### Task details
For each line in the data below, write an exact copy.

### Data shown
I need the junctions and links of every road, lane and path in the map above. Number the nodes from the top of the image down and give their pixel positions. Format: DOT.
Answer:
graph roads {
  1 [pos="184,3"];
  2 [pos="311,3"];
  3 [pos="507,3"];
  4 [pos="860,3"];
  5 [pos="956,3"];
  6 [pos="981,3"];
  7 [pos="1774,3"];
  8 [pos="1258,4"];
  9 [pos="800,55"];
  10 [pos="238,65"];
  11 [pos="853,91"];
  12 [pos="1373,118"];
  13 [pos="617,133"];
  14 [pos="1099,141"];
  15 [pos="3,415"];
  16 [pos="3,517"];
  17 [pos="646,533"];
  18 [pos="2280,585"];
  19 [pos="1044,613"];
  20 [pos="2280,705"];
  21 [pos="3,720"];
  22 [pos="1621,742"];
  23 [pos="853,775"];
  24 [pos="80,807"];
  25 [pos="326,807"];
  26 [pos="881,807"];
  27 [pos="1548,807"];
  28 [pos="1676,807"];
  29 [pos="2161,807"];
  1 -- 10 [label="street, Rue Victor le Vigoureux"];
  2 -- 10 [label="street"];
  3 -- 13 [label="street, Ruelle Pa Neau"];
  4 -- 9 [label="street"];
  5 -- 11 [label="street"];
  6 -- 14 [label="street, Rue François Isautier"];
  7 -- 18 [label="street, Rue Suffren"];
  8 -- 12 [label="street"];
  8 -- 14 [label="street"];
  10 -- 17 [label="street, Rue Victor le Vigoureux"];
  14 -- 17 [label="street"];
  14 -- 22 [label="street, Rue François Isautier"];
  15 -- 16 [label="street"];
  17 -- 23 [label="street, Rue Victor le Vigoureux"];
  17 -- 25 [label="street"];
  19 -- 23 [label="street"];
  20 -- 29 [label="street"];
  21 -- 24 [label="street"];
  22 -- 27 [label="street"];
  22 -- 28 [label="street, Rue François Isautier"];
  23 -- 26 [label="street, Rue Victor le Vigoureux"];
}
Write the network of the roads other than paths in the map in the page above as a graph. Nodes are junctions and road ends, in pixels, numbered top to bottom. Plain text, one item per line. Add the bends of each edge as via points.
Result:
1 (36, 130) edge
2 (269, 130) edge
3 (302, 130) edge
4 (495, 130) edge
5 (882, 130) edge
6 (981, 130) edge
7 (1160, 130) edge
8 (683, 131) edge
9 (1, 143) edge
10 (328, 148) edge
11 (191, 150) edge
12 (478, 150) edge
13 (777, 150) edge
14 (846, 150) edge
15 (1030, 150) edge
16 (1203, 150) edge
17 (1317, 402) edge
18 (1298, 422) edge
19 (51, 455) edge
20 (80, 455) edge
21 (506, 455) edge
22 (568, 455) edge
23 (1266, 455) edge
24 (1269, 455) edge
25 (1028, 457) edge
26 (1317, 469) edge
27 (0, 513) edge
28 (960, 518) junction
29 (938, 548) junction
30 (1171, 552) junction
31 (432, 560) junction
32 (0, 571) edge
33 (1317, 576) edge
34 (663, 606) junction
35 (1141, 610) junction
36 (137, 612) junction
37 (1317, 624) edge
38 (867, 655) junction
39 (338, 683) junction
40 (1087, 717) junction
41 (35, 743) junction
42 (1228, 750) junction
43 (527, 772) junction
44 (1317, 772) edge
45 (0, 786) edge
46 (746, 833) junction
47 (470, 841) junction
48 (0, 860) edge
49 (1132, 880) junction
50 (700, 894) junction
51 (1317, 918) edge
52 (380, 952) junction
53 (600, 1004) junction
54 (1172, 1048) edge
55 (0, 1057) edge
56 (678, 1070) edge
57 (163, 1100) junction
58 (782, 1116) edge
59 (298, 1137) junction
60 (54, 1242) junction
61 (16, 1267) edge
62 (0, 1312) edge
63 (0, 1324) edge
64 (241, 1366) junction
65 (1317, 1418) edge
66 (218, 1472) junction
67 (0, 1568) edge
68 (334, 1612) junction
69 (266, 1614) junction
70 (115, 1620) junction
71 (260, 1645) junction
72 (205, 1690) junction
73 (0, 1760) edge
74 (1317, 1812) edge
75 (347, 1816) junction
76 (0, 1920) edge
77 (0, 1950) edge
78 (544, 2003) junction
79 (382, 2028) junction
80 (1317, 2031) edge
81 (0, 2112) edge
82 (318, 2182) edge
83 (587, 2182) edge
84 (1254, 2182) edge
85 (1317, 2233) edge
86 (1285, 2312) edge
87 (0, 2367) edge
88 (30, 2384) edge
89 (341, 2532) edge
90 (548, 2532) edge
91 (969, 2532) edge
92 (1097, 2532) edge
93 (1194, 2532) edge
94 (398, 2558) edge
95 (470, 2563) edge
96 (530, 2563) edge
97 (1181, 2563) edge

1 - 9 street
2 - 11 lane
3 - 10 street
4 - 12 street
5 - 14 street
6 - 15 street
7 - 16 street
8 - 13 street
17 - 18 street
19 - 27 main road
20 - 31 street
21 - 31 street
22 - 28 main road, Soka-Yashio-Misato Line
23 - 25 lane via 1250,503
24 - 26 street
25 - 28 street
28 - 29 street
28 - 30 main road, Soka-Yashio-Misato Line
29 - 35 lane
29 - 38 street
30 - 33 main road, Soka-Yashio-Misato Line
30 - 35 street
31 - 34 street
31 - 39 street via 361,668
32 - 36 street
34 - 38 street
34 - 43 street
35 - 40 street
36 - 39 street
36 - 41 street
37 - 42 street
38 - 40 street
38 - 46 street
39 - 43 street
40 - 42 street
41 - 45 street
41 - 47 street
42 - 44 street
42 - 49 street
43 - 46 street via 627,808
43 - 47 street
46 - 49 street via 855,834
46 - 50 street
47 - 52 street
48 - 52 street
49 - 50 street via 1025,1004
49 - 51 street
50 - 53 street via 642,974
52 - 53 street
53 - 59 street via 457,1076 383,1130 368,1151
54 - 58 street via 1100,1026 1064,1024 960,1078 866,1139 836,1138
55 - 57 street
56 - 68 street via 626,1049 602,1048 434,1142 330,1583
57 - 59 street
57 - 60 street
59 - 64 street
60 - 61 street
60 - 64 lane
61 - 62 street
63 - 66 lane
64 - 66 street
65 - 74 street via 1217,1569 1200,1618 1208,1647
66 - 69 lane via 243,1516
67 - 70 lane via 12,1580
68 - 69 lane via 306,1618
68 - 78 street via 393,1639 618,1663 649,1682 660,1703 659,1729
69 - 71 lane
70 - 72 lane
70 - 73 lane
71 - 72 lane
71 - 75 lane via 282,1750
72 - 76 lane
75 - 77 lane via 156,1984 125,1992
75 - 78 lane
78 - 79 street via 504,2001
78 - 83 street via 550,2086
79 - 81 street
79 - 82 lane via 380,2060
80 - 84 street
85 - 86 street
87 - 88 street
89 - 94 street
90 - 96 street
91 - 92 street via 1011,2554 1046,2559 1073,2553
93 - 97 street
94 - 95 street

### Your solution
I need the junctions and links of every road, lane and path in the map above. Number the nodes from the top of the image down and give their pixel positions. Format: DOT.
Answer:
graph roads {
  1 [pos="184,3"];
  2 [pos="311,3"];
  3 [pos="507,3"];
  4 [pos="860,3"];
  5 [pos="956,3"];
  6 [pos="981,3"];
  7 [pos="1774,3"];
  8 [pos="1258,4"];
  9 [pos="800,55"];
  10 [pos="238,65"];
  11 [pos="853,91"];
  12 [pos="1373,118"];
  13 [pos="617,133"];
  14 [pos="1099,141"];
  15 [pos="3,415"];
  16 [pos="3,517"];
  17 [pos="646,533"];
  18 [pos="2280,585"];
  19 [pos="1044,613"];
  20 [pos="2280,705"];
  21 [pos="3,720"];
  22 [pos="1621,742"];
  23 [pos="853,775"];
  24 [pos="80,807"];
  25 [pos="326,807"];
  26 [pos="881,807"];
  27 [pos="1548,807"];
  28 [pos="1676,807"];
  29 [pos="2161,807"];
  1 -- 10 [label="street, Rue Victor le Vigoureux"];
  2 -- 10 [label="street"];
  3 -- 13 [label="street, Ruelle Pa Neau"];
  4 -- 9 [label="street"];
  5 -- 11 [label="street"];
  6 -- 14 [label="street, Rue François Isautier"];
  7 -- 18 [label="street, Rue Suffren"];
  8 -- 12 [label="street"];
  8 -- 14 [label="street"];
  10 -- 17 [label="street, Rue Victor le Vigoureux"];
  14 -- 17 [label="street"];
  14 -- 22 [label="street, Rue François Isautier"];
  15 -- 16 [label="street"];
  17 -- 23 [label="street, Rue Victor le Vigoureux"];
  17 -- 25 [label="street"];
  19 -- 23 [label="street"];
  20 -- 29 [label="street"];
  21 -- 24 [label="street"];
  22 -- 27 [label="street"];
  22 -- 28 [label="street, Rue François Isautier"];
  23 -- 26 [label="street, Rue Victor le Vigoureux"];
}
Write the network of the roads other than paths in the map in the page above as a graph. Nodes are junctions and road ends, in pixels, numbered top to bottom. Plain text, one item per line. Add the bends of each edge as via points.
Result:
1 (36, 130) edge
2 (269, 130) edge
3 (302, 130) edge
4 (495, 130) edge
5 (882, 130) edge
6 (981, 130) edge
7 (1160, 130) edge
8 (683, 131) edge
9 (1, 143) edge
10 (328, 148) edge
11 (191, 150) edge
12 (478, 150) edge
13 (777, 150) edge
14 (846, 150) edge
15 (1030, 150) edge
16 (1203, 150) edge
17 (1317, 402) edge
18 (1298, 422) edge
19 (51, 455) edge
20 (80, 455) edge
21 (506, 455) edge
22 (568, 455) edge
23 (1266, 455) edge
24 (1269, 455) edge
25 (1028, 457) edge
26 (1317, 469) edge
27 (0, 513) edge
28 (960, 518) junction
29 (938, 548) junction
30 (1171, 552) junction
31 (432, 560) junction
32 (0, 571) edge
33 (1317, 576) edge
34 (663, 606) junction
35 (1141, 610) junction
36 (137, 612) junction
37 (1317, 624) edge
38 (867, 655) junction
39 (338, 683) junction
40 (1087, 717) junction
41 (35, 743) junction
42 (1228, 750) junction
43 (527, 772) junction
44 (1317, 772) edge
45 (0, 786) edge
46 (746, 833) junction
47 (470, 841) junction
48 (0, 860) edge
49 (1132, 880) junction
50 (700, 894) junction
51 (1317, 918) edge
52 (380, 952) junction
53 (600, 1004) junction
54 (1172, 1048) edge
55 (0, 1057) edge
56 (678, 1070) edge
57 (163, 1100) junction
58 (782, 1116) edge
59 (298, 1137) junction
60 (54, 1242) junction
61 (16, 1267) edge
62 (0, 1312) edge
63 (0, 1324) edge
64 (241, 1366) junction
65 (1317, 1418) edge
66 (218, 1472) junction
67 (0, 1568) edge
68 (334, 1612) junction
69 (266, 1614) junction
70 (115, 1620) junction
71 (260, 1645) junction
72 (205, 1690) junction
73 (0, 1760) edge
74 (1317, 1812) edge
75 (347, 1816) junction
76 (0, 1920) edge
77 (0, 1950) edge
78 (544, 2003) junction
79 (382, 2028) junction
80 (1317, 2031) edge
81 (0, 2112) edge
82 (318, 2182) edge
83 (587, 2182) edge
84 (1254, 2182) edge
85 (1317, 2233) edge
86 (1285, 2312) edge
87 (0, 2367) edge
88 (30, 2384) edge
89 (341, 2532) edge
90 (548, 2532) edge
91 (969, 2532) edge
92 (1097, 2532) edge
93 (1194, 2532) edge
94 (398, 2558) edge
95 (470, 2563) edge
96 (530, 2563) edge
97 (1181, 2563) edge

1 - 9 street
2 - 11 lane
3 - 10 street
4 - 12 street
5 - 14 street
6 - 15 street
7 - 16 street
8 - 13 street
17 - 18 street
19 - 27 main road
20 - 31 street
21 - 31 street
22 - 28 main road, Soka-Yashio-Misato Line
23 - 25 lane via 1250,503
24 - 26 street
25 - 28 street
28 - 29 street
28 - 30 main road, Soka-Yashio-Misato Line
29 - 35 lane
29 - 38 street
30 - 33 main road, Soka-Yashio-Misato Line
30 - 35 street
31 - 34 street
31 - 39 street via 361,668
32 - 36 street
34 - 38 street
34 - 43 street
35 - 40 street
36 - 39 street
36 - 41 street
37 - 42 street
38 - 40 street
38 - 46 street
39 - 43 street
40 - 42 street
41 - 45 street
41 - 47 street
42 - 44 street
42 - 49 street
43 - 46 street via 627,808
43 - 47 street
46 - 49 street via 855,834
46 - 50 street
47 - 52 street
48 - 52 street
49 - 50 street via 1025,1004
49 - 51 street
50 - 53 street via 642,974
52 - 53 street
53 - 59 street via 457,1076 383,1130 368,1151
54 - 58 street via 1100,1026 1064,1024 960,1078 866,1139 836,1138
55 - 57 street
56 - 68 street via 626,1049 602,1048 434,1142 330,1583
57 - 59 street
57 - 60 street
59 - 64 street
60 - 61 street
60 - 64 lane
61 - 62 street
63 - 66 lane
64 - 66 street
65 - 74 street via 1217,1569 1200,1618 1208,1647
66 - 69 lane via 243,1516
67 - 70 lane via 12,1580
68 - 69 lane via 306,1618
68 - 78 street via 393,1639 618,1663 649,1682 660,1703 659,1729
69 - 71 lane
70 - 72 lane
70 - 73 lane
71 - 72 lane
71 - 75 lane via 282,1750
72 - 76 lane
75 - 77 lane via 156,1984 125,1992
75 - 78 lane
78 - 79 street via 504,2001
78 - 83 street via 550,2086
79 - 81 street
79 - 82 lane via 380,2060
80 - 84 street
85 - 86 street
87 - 88 street
89 - 94 street
90 - 96 street
91 - 92 street via 1011,2554 1046,2559 1073,2553
93 - 97 street
94 - 95 street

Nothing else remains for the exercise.